Originally posted on http://www.howtomeasureanything.com/forums/ on Wednesday, July 08, 2009 2:46:05 PM by

“Hi Doug,

I want to share an observation a V.P. made after doing the 10 pass fail questions. If one was to input 50% confidence to all the questions and randomly selected T/F they would be correct 1/2 the time the difference would be 2.5.

The scoring would indicate that that person was probably overconfident. Can you help here ?.

I am considering making the difference between the overall series of answers (as a decimal) and the Correct answers(as a decimal) as needing to be greater than 2.5 for someone to be probably overconfident.

please advise

Thaks in advance – Hugh”

Yes, that is a way to “game the system” and the simple scoring method I show would indicate the person was well calibrated (but not very informed about the topic of the questions). It is also possible to game the 90% CI questions by simply creating absurdly large ranges for 90% of the questions and ranges we know to be wrong for 10% of them. That way, they would always get 90% of the answers within their ranges.

If the test-takers were, say, students, who simply wanted to appear calibrated for the purpose of a grade, then I would not be surprised if they tried to game the system this way. But we assume that most people who want to get calibrated realize they are developing a skill they will need to apply in the real world. In such cases they know they really aren’t helping themselves by doing anything other than putting their best calibrated estimates on each individual question.

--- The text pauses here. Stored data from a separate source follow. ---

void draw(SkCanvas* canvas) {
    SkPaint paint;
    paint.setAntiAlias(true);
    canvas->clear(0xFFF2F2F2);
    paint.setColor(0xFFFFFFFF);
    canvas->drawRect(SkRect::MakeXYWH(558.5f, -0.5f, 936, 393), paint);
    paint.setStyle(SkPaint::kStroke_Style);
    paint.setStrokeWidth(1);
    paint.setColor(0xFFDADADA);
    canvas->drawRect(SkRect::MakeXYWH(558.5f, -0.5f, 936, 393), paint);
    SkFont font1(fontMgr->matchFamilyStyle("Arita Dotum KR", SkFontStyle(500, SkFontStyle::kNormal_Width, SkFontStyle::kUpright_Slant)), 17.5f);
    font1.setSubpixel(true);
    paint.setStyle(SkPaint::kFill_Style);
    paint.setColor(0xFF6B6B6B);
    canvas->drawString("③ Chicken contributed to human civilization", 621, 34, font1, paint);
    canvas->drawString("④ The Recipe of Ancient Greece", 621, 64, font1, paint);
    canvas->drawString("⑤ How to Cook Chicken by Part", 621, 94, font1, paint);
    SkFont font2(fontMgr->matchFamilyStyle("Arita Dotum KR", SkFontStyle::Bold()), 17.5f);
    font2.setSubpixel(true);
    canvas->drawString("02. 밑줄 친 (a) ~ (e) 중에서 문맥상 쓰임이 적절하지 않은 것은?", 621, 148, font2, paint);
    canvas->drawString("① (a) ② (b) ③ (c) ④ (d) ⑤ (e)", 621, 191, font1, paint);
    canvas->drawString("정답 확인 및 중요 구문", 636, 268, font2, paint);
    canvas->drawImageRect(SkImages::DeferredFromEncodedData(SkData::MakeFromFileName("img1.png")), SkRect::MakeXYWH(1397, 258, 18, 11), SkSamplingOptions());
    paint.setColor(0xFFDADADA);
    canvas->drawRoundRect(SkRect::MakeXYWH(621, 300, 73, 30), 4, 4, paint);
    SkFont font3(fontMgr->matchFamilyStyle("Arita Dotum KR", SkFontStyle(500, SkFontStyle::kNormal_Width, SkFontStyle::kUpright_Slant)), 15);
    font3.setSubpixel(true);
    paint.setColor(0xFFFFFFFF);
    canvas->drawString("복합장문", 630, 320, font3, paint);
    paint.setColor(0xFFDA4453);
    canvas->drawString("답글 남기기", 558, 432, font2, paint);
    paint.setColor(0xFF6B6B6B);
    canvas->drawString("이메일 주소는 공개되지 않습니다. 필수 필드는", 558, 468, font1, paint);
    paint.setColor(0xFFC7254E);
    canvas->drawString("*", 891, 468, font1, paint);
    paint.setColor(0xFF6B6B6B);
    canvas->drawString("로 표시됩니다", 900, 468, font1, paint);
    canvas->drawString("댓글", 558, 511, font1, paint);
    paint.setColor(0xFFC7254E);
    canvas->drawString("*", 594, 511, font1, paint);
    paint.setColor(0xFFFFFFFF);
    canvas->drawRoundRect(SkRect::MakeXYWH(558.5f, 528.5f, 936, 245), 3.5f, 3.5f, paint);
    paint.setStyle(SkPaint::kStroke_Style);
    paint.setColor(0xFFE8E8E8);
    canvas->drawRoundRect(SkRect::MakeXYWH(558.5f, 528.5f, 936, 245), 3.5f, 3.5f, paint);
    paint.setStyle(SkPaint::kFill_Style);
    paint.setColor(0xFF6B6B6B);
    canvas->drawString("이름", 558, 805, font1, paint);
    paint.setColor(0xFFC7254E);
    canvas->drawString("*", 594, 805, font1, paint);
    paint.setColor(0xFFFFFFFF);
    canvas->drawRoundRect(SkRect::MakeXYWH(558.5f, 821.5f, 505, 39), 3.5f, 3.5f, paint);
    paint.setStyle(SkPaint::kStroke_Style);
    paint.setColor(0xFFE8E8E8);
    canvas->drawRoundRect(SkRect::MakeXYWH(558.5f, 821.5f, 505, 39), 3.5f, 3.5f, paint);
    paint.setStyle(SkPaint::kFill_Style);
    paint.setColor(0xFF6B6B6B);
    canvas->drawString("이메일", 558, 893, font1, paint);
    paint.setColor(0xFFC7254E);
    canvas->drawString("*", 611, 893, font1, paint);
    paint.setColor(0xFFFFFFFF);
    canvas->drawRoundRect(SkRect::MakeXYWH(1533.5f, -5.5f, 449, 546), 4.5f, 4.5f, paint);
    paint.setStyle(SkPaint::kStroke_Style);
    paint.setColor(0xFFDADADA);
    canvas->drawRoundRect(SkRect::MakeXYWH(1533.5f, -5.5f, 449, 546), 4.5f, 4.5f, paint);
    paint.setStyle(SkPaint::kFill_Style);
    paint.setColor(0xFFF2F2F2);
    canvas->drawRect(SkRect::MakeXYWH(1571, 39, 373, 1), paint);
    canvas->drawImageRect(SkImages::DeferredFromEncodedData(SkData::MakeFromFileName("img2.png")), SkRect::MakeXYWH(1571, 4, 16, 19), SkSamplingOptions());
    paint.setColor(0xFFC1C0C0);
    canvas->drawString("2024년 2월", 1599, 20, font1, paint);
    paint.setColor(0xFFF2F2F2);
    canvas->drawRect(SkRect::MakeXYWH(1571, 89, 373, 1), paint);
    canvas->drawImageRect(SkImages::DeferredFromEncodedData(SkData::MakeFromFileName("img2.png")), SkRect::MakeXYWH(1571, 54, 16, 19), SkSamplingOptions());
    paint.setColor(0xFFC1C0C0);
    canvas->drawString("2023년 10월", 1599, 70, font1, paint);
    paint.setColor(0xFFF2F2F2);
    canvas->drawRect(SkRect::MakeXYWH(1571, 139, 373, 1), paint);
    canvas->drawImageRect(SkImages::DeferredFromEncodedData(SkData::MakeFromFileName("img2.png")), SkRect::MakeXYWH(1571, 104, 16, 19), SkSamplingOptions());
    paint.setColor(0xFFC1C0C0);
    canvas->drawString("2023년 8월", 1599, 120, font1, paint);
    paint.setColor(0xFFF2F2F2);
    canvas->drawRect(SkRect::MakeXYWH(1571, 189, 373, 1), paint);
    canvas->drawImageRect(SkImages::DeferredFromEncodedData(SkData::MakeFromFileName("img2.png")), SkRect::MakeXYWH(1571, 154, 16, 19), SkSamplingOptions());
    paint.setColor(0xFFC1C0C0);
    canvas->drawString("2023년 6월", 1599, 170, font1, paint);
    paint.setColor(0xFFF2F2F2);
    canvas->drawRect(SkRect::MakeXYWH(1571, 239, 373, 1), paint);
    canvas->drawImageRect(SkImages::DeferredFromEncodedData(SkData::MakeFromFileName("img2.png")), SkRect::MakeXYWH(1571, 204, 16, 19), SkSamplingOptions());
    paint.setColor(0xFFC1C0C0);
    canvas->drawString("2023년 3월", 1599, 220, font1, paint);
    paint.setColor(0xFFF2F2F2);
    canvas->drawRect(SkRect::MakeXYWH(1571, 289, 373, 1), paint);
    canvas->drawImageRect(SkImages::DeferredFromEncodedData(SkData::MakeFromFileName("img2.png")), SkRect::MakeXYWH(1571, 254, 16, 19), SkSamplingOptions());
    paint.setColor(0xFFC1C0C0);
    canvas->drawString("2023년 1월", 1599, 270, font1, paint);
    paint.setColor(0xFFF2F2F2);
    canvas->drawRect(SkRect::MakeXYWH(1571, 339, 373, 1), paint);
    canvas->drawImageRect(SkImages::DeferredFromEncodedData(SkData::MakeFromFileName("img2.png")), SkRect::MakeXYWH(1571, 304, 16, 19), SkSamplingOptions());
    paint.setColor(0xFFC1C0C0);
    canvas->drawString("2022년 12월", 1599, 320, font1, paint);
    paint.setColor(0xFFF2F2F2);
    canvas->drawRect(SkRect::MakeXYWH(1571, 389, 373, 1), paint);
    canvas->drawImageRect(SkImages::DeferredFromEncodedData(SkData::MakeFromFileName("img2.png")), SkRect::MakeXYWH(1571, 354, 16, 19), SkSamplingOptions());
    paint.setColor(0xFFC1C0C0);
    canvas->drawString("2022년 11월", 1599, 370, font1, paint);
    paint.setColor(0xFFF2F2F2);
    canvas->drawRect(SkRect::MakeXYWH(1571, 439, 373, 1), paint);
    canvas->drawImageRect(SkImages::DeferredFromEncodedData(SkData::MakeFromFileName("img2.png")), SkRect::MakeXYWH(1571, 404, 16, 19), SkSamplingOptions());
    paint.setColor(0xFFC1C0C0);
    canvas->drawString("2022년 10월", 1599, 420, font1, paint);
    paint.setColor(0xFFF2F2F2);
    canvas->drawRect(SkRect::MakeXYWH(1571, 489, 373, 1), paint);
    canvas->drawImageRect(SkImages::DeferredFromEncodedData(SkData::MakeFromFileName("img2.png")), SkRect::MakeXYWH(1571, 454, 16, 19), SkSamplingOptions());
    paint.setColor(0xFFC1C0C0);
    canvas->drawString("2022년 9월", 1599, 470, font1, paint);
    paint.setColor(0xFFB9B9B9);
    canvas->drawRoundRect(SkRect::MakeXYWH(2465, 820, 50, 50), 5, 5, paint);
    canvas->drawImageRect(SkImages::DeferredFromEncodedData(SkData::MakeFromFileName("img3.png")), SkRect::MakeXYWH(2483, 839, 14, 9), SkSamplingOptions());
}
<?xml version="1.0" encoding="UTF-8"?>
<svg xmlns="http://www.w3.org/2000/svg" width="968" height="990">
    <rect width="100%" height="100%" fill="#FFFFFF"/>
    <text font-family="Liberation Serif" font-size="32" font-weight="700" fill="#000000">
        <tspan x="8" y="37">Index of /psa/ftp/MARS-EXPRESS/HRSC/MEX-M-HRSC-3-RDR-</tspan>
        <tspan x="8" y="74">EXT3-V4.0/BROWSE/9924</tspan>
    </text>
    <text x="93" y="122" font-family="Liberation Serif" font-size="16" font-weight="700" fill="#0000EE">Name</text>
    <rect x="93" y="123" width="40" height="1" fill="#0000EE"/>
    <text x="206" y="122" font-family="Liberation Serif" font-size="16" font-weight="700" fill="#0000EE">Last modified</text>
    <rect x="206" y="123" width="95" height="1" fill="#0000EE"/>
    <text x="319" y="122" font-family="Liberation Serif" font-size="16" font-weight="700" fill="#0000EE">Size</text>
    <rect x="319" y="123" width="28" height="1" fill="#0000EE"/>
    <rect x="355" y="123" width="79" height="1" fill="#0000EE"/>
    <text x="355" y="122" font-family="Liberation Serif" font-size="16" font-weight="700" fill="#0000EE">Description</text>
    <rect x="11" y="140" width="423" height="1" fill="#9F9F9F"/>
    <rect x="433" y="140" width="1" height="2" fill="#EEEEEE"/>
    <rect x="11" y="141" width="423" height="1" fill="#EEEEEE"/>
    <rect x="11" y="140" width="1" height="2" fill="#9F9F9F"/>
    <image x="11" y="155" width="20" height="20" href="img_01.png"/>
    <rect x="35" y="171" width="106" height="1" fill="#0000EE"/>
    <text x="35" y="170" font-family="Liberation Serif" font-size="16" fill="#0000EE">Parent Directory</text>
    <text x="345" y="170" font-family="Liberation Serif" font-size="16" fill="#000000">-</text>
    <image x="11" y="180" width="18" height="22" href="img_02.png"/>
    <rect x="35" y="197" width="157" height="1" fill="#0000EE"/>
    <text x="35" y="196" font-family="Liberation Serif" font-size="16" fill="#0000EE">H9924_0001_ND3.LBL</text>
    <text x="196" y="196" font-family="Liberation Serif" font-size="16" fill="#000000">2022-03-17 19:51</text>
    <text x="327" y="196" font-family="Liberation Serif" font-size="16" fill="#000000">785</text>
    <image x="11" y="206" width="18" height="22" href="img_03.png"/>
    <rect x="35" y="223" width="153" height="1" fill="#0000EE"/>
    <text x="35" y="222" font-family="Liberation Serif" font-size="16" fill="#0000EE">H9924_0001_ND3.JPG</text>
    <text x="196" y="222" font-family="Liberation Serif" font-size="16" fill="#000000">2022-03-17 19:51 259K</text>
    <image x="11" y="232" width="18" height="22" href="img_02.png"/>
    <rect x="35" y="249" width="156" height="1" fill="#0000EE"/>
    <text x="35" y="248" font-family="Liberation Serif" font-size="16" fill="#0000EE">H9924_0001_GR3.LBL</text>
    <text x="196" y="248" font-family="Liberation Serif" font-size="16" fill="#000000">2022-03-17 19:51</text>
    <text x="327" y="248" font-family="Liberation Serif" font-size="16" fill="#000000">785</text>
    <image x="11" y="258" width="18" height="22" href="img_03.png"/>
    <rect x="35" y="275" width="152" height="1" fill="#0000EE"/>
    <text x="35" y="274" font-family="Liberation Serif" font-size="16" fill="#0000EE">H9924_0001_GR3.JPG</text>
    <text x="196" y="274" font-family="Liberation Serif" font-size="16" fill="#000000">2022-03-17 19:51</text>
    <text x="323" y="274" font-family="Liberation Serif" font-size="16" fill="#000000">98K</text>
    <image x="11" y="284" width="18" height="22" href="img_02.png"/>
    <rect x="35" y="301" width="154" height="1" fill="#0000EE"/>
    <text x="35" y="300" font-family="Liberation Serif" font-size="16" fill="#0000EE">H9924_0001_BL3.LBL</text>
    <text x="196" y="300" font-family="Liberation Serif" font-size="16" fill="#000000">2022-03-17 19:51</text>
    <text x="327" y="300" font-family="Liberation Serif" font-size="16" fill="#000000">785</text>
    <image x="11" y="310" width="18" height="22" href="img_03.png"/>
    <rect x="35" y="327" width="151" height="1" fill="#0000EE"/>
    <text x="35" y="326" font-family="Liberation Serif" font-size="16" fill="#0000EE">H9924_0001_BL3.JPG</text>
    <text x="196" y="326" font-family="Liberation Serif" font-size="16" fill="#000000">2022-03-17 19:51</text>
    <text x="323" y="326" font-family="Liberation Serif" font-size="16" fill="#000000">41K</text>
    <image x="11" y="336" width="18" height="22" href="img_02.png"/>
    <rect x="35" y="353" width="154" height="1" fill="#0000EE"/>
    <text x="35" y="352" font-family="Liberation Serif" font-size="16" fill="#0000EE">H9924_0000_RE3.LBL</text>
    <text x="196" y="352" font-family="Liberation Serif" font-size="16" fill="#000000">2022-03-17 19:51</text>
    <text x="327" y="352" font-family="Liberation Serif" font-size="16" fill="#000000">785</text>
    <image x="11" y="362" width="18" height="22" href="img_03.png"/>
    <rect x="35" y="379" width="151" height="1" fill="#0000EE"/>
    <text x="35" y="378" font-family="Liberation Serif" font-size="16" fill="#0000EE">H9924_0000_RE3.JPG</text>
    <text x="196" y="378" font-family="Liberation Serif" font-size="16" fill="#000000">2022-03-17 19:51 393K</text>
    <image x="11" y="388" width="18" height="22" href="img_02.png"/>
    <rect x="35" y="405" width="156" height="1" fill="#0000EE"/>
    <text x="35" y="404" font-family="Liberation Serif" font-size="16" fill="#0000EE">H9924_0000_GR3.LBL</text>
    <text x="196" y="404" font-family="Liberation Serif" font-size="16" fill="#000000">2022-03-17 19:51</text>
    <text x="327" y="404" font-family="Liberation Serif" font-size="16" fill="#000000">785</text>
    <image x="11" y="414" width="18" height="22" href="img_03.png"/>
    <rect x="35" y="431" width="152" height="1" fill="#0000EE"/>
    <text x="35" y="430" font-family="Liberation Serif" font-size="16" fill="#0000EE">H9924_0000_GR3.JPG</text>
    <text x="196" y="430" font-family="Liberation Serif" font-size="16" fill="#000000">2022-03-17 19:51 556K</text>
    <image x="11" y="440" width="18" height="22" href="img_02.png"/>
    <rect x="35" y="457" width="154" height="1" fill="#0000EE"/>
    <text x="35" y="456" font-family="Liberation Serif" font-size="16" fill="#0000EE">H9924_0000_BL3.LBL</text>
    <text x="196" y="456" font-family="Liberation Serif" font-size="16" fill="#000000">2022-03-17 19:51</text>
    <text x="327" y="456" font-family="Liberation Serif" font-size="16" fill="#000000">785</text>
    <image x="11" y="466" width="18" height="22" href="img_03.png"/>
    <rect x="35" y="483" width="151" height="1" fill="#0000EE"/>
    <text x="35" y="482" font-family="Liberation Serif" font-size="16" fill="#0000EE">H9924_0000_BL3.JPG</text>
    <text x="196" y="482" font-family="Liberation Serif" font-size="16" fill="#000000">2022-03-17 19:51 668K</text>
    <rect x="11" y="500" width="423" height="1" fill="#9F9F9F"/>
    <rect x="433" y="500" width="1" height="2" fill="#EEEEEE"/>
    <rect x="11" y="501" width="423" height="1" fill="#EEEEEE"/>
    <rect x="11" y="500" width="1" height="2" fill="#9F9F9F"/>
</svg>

However, there are also ways to counter system-gaming even in situations where the test taker has no motivation whatsoever to actually learn how to apply probabilities realistically. In the next edition of How to Measure Anything I will discuss methods like the “Brier Score” which would penalize anyone who simply flipped a coin on each true/false question and answered them all as 50% confident. In a Brier Score, the test taker would have gotten a higher score if they put higher probabilities on questions they thought they had a good chance of getting right. Simply flipping a coin to answer all the questions on a T/F test and calling them each 50% confident produces a Brier score of zero.